> Input material:
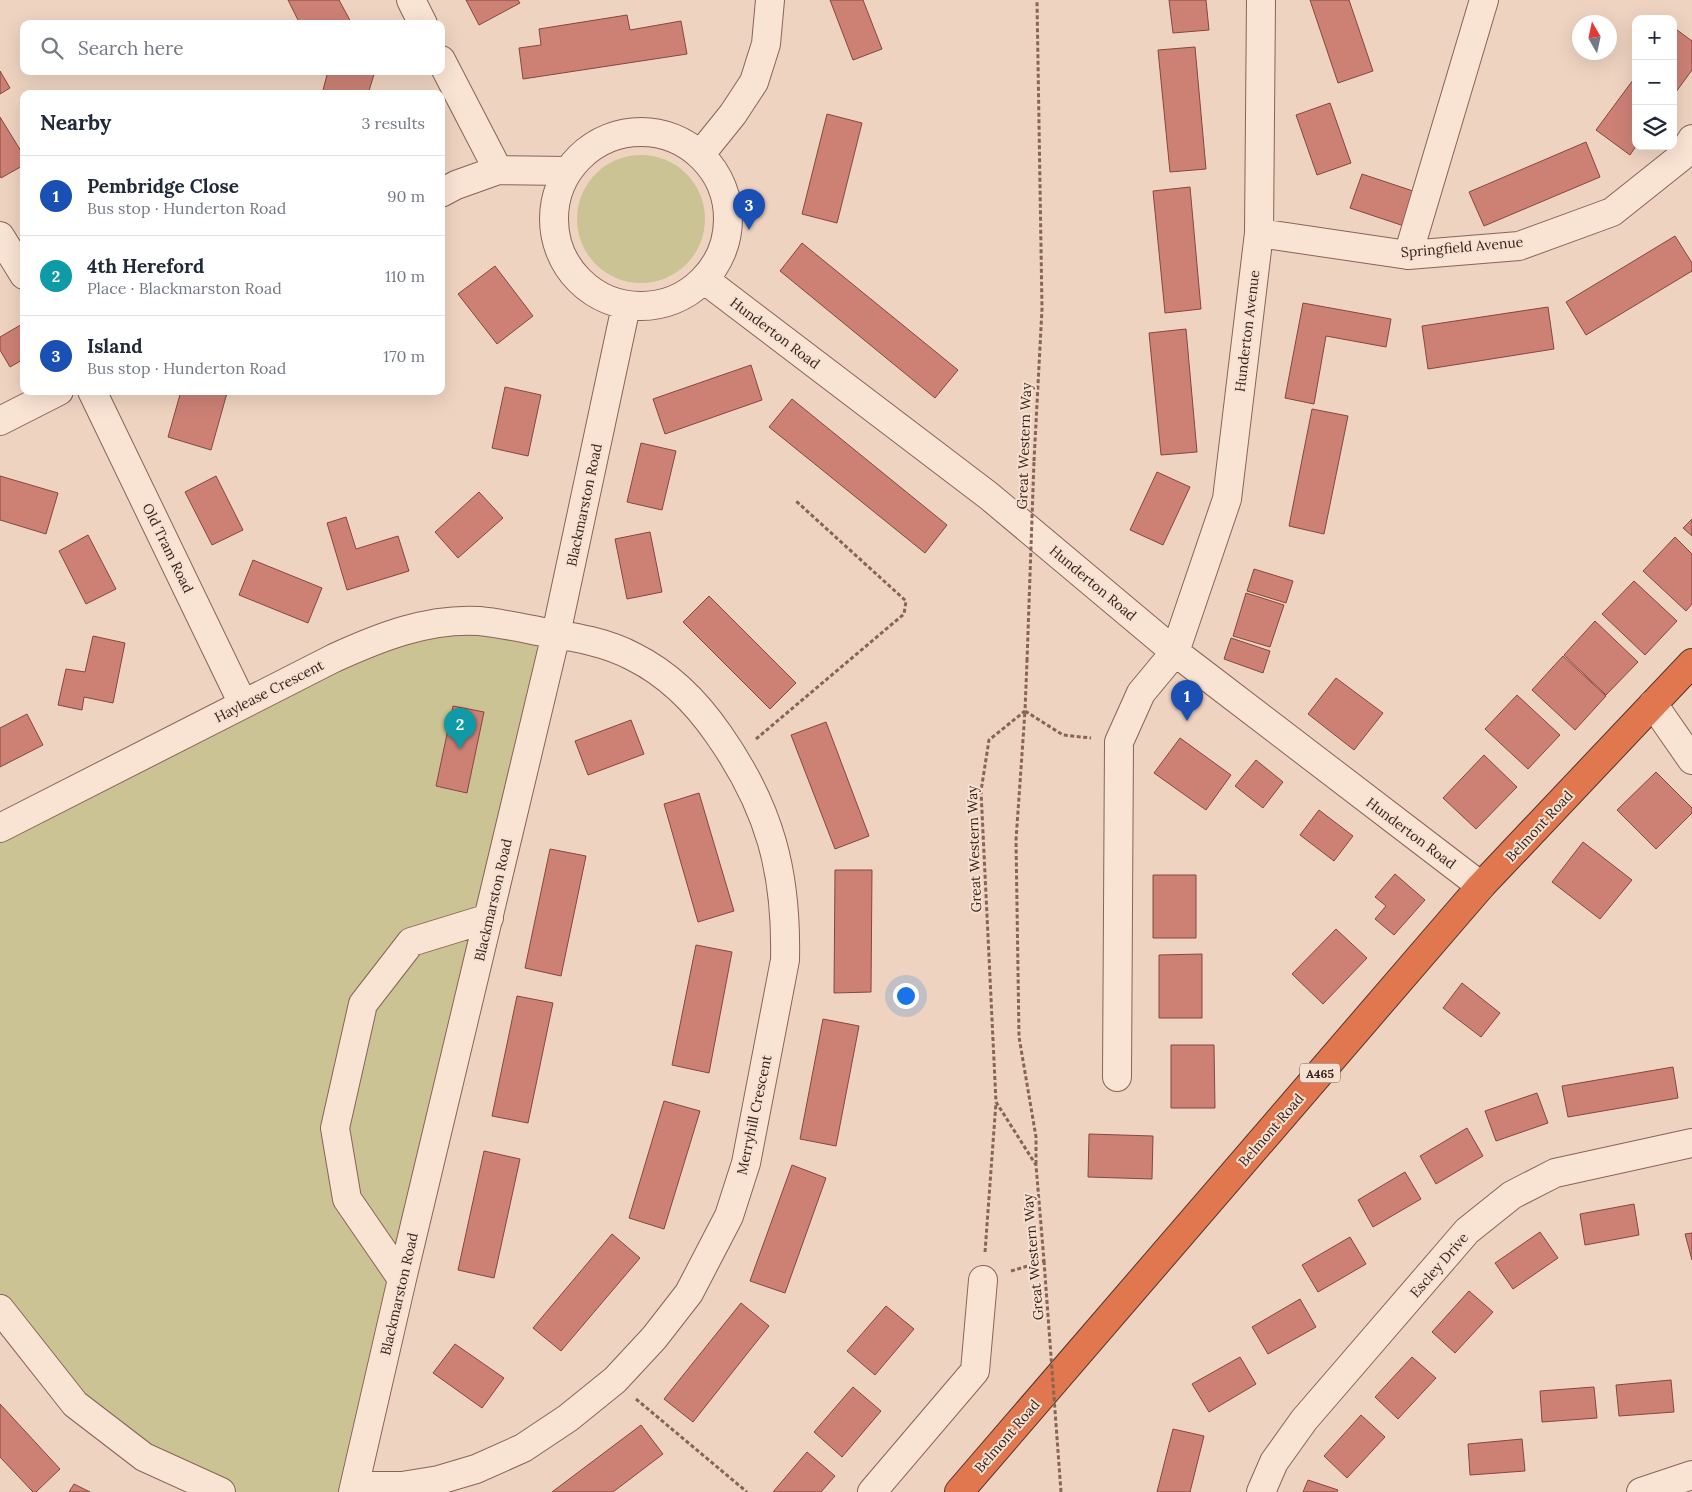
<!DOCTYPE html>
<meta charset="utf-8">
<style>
body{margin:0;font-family:Lora,serif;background:#f6f6f7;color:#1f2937}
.controls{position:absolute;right:15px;top:15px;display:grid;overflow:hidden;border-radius:10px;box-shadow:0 5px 20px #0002}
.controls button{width:45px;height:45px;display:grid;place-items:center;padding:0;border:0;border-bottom:1px solid #e0e1e3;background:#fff;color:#1f2937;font:25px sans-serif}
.compass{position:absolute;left:1572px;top:15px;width:45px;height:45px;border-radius:50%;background:#fff;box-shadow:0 5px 20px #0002;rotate:351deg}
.you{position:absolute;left:905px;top:995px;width:18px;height:18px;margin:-12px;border:4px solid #fff;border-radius:50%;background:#1a73e8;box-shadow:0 0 0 8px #1a73e833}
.badge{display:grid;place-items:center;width:32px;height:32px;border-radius:50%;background:#982647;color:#fff;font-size:16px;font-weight:700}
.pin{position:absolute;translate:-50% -41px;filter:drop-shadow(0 1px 2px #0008)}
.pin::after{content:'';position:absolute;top:26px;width:18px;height:15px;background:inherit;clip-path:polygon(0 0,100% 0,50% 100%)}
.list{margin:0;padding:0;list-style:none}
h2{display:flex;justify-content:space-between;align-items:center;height:65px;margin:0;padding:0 20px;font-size:21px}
h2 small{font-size:16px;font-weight:400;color:#747a83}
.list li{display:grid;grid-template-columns:32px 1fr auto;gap:15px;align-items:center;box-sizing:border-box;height:80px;padding:0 20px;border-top:1px solid #e0e1e3}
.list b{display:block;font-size:19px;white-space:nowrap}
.list p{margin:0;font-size:16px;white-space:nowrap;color:#747a83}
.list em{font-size:16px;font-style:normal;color:#747a83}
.icon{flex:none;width:28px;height:28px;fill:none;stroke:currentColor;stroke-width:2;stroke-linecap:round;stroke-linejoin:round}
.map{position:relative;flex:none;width:1692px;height:1492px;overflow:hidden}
.search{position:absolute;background:#fff;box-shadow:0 5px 20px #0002;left:20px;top:20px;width:425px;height:55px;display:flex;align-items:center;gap:12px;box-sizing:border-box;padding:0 18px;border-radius:10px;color:#747a83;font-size:19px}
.panel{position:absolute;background:#fff;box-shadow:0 5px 20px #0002;left:20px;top:90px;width:425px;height:305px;border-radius:10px}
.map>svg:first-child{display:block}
.green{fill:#ccc394}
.building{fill:#cd8175;stroke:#87463d}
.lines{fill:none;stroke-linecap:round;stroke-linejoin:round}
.minor-casing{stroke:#886457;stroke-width:30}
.highway-casing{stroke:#55342c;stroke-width:30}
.path{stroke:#886457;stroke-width:3;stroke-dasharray:4 2.5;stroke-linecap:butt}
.minor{stroke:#f9e3d3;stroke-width:28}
.highway{stroke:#e0774e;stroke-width:28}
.path-bridge{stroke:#886457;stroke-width:3;stroke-dasharray:4 2.5;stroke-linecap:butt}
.labels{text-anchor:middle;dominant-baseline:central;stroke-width:4;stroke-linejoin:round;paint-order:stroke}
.shield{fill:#f6e0cf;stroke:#705b52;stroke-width:1}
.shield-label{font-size:12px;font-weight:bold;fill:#37221c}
.street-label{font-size:14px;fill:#37221c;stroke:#f6e0cf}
</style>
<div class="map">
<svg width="1692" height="1492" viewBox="0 0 1692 1492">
<rect width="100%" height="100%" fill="#eed3c0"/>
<path class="green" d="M577 219a64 64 0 1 1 128 0a64 64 0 1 1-128 0Z
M444 622 556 634 354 1492H224L75 1404 0 1298V830L243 704Z"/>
<path class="building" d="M288 0H339L352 24H300Z
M466 0H518L520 3 479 25Z
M830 0H863L882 49 853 60Z
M1169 0H1206L1209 30 1173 33Z
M1310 0H1349L1373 71 1338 83Z
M627 15 630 30 681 21 687 54 523 79 519 48 541 45 539 29Z
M1673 27 1692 41V70L1673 96Z
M1195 47 1206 169 1170 172 1158 50Z
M0 71 10 88 0 94Z
M328 71H375L368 94H322Z
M1636 76V146L1630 155 1596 130Z
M1330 103 1351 163 1317 175 1296 115Z
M827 114 862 123 837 223 802 214Z
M0 117 24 156V165L1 178 0 176Z
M1586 142 1600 177 1484 226 1469 192Z
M1362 174 1416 192 1404 226 1350 208Z
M1190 187 1201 309 1165 313 1153 191Z
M1675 236 1692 263V271L1586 335 1566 302Z
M802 243 958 370 935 398 780 271Z
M495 266 533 316 497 344 458 294Z
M1303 303 1391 319 1386 347 1326 336 1314 404 1285 398Z
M1548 307 1554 349 1428 369 1422 326Z
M24 323V359L10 367 0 350V337Z
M1186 329 1197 452 1161 455 1149 333Z
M751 365 762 400 665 434 653 399Z
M505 387 541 395 528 456 492 448Z
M181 391H221L227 393 211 450 168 437Z
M792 399 947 525 925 553 769 427Z
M1312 409 1348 416 1324 534 1289 526Z
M641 443 676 451 662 510 627 502Z
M1157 472 1190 487 1163 545 1130 530Z
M0 476 58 493 46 534 0 520Z
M216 476 243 530 212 545 185 492Z
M479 492 503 518 458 558 435 532Z
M346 517 356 549 398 536 409 571 347 590 327 523Z
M1692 519V536L1683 528Z
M650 532 662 592 627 599 615 539Z
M88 535 116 589 86 604 59 551Z
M1675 537 1692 554V604L1686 611 1643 571Z
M253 560 322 588 308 623 239 595Z
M1254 569 1293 581 1286 603 1247 591Z
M1634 581 1677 621 1645 655 1602 614Z
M1246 593 1284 605 1270 647 1233 636Z
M709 596 796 683 770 709 683 622Z
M1595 621 1638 662 1606 695 1564 655Z
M93 636 125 643 113 703 84 697 82 710 58 705 66 669 85 672Z
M1231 638 1270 651 1263 673 1224 659Z
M1563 656 1606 696 1575 730 1532 690Z
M1336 678 1383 713 1354 750 1308 714Z
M1517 695 1560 735 1528 769 1485 729Z
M453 706 484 712 467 793 436 786Z
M27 714 43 745 0 767V728Z
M631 720 644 754 588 775 575 741Z
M826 722 869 836 835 849 791 735Z
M1180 738 1231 775 1206 810 1154 773Z
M1484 755 1517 787 1476 829 1443 798Z
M1256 760 1283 782 1263 808 1235 786Z
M1656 772 1692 808V813L1656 849 1617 810Z
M699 793 734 911 698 922 664 804Z
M1319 810 1353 836 1334 861 1300 835Z
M1583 842 1632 880 1600 919 1552 882Z
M550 849 586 856 561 976 525 968Z
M835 870H872L871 992 834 993Z
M1395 874 1425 900 1394 935 1375 919 1386 906 1375 897Z
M1153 875H1196V938H1153Z
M1336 929 1367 958 1323 1004 1292 974Z
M696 945 732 952 709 1073 672 1065Z
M1202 954V1018H1159V955Z
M1462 983 1500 1013 1481 1037 1443 1008Z
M517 996 553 1003 528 1123 492 1116Z
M823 1019 859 1026 836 1146 800 1139Z
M1171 1045H1214L1215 1108H1171Z
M1673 1067 1678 1098 1568 1117 1562 1086Z
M1537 1093 1548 1123 1496 1141 1485 1111Z
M664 1101 700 1111 664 1229 629 1218Z
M1467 1128 1483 1156 1436 1184 1420 1156Z
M1089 1134 1153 1136 1152 1179 1088 1177Z
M484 1151 520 1159 494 1278 458 1270Z
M792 1165 826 1178 785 1293 750 1281Z
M1405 1172 1421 1199 1373 1227 1358 1200Z
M1634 1204 1639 1235 1585 1245 1580 1214Z
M1540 1232 1558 1258 1513 1289 1495 1263Z
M1692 1233V1260L1685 1234Z
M612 1234 640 1258 561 1351 533 1328Z
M1350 1237 1366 1264 1318 1292 1302 1265Z
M1469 1291 1493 1312 1455 1353 1432 1332Z
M1300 1299 1316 1327 1268 1354 1252 1327Z
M741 1303 769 1326 693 1422 664 1399Z
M886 1306 914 1329 875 1375 847 1351Z
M455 1344 504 1378 482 1408 433 1373Z
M1240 1357 1256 1384 1209 1412 1192 1384Z
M1412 1357 1436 1378 1398 1419 1375 1397Z
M1671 1380 1674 1412 1619 1416 1616 1385Z
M853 1387 881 1411 842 1457 814 1432Z
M1594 1387 1597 1418 1542 1422 1540 1391Z
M0 1404 60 1469 36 1492H33L0 1457Z
M1361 1415 1385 1437 1347 1478 1324 1456Z
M641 1425 663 1454 613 1492H552Z
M1173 1429 1204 1436 1190 1492H1157Z
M1522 1439 1525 1471 1470 1475 1468 1444Z
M807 1452 835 1476 821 1492H773Z
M1308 1480 1338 1490 1337 1492H1303Z
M74 1484 90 1492H69Z"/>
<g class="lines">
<g class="minor-casing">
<path id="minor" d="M411 0 423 24
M441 60 498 170
M554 219a87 87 0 1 1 174 0a87 87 0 1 1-174 0Z
M700 155 733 114 754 82 766 44 770 0
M441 193 456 185 498 170 568 171
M1259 233 1408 255 1519 246 1612 212 1681 157 1692 139
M0 236 24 275
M1408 255 1484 0
M705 280 989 496 1175 652 1481 886
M92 391 243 704
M0 421 59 391
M1653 704 1692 760
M0 828 334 658C380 637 428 618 479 621 500 623 522 628 543 632 574 637 606 642 634 657 670 675 697 703 719 735 770 808 787 872 785 960L746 1163 729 1216 689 1293 654 1338 615 1380 568 1418 523 1448 476 1469 439 1480 402 1486H355
M1117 1077 1119 742 1141 693 1175 652 1227 499 1259 233 1261 0
M402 1279 347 1199 335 1128 363 1004 411 942 489 918
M0 1309 75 1404 144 1457 221 1492
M353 1492 402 1279 556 634 626 306
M872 1492 975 1371 983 1280
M1261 1492 1274 1462 1304 1420 1467 1231 1512 1195 1555 1173 1692 1143
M1641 1492 1692 1475"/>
</g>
<g class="highway-casing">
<path id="highway" d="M959 1492 1481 886 1692 663"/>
</g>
<path class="path" d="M1034 461 1042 309 1037 0
M756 739 904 614 906 601 796 501
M1036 1164V1137L1019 1037 1016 840 1025 711 1063 735 1091 738
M985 1252 996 1102
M1011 1271 1044 1261 1036 1165 996 1102 981 791 989 740 1025 711 1027 661
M636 1399 747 1492"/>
<use href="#minor" class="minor"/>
<use href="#highway" class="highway"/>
<path class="path-bridge" d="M1027 661 1034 461
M1044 1261 1061 1492"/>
</g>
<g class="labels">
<rect class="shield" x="1300" y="1063.5" width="40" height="19" rx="4"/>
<g class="shield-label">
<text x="1320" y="1073">A465</text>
</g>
<g class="street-label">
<text transform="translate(1462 247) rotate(-5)">Springfield Avenue</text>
<text transform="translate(1247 331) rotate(-83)">Hunderton Avenue</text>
<text transform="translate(775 333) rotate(37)">Hunderton Road</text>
<text transform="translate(1024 446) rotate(-88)">Great Western Way</text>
<text transform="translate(584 505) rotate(-78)">Blackmarston Road</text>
<text transform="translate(168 548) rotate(64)">Old Tram Road</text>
<text transform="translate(1093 583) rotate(40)">Hunderton Road</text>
<text transform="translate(269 691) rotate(-27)">Haylease Crescent</text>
<text transform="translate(1539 826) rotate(-47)">Belmont Road</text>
<text transform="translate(1411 833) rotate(37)">Hunderton Road</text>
<text transform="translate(974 849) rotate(-92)">Great Western Way</text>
<text transform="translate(493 900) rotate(-77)">Blackmarston Road</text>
<text transform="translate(754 1115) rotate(-78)">Merryhill Crescent</text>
<text transform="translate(1271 1130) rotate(-49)">Belmont Road</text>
<text transform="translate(1033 1257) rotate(-95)">Great Western Way</text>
<text transform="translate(1439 1265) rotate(-49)">Escley Drive</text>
<text transform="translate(399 1294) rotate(-77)">Blackmarston Road</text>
<text transform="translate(1007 1436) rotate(-49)">Belmont Road</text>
</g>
</g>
</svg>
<div class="controls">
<button>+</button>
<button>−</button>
<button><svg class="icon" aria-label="layers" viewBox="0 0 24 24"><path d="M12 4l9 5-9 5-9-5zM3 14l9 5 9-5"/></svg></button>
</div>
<svg class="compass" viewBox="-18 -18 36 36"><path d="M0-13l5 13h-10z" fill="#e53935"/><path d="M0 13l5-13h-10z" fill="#747a83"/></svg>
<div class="you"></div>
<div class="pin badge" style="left:1187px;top:721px;background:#1a4fb4">1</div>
<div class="pin badge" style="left:460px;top:749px;background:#0f9aa8">2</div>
<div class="pin badge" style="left:749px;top:230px;background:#1a4fb4">3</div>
<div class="search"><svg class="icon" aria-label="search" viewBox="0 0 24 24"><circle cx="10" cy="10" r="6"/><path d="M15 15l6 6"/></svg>Search here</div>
<section class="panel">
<h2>Nearby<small>3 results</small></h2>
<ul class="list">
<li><span class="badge" style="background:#1a4fb4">1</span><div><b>Pembridge Close</b><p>Bus stop · Hunderton Road</p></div><em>90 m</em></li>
<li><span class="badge" style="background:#0f9aa8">2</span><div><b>4th Hereford</b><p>Place · Blackmarston Road</p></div><em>110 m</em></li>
<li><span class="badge" style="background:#1a4fb4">3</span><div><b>Island</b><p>Bus stop · Hunderton Road</p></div><em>170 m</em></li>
</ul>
</section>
</div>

> What is expected:
Look through the entries above, find each line containing "list", and copy it.

> Solution:
.list{margin:0;padding:0;list-style:none}
.list li{display:grid;grid-template-columns:32px 1fr auto;gap:15px;align-items:center;box-sizing:border-box;height:80px;padding:0 20px;border-top:1px solid #e0e1e3}
.list b{display:block;font-size:19px;white-space:nowrap}
.list p{margin:0;font-size:16px;white-space:nowrap;color:#747a83}
.list em{font-size:16px;font-style:normal;color:#747a83}
<ul class="list">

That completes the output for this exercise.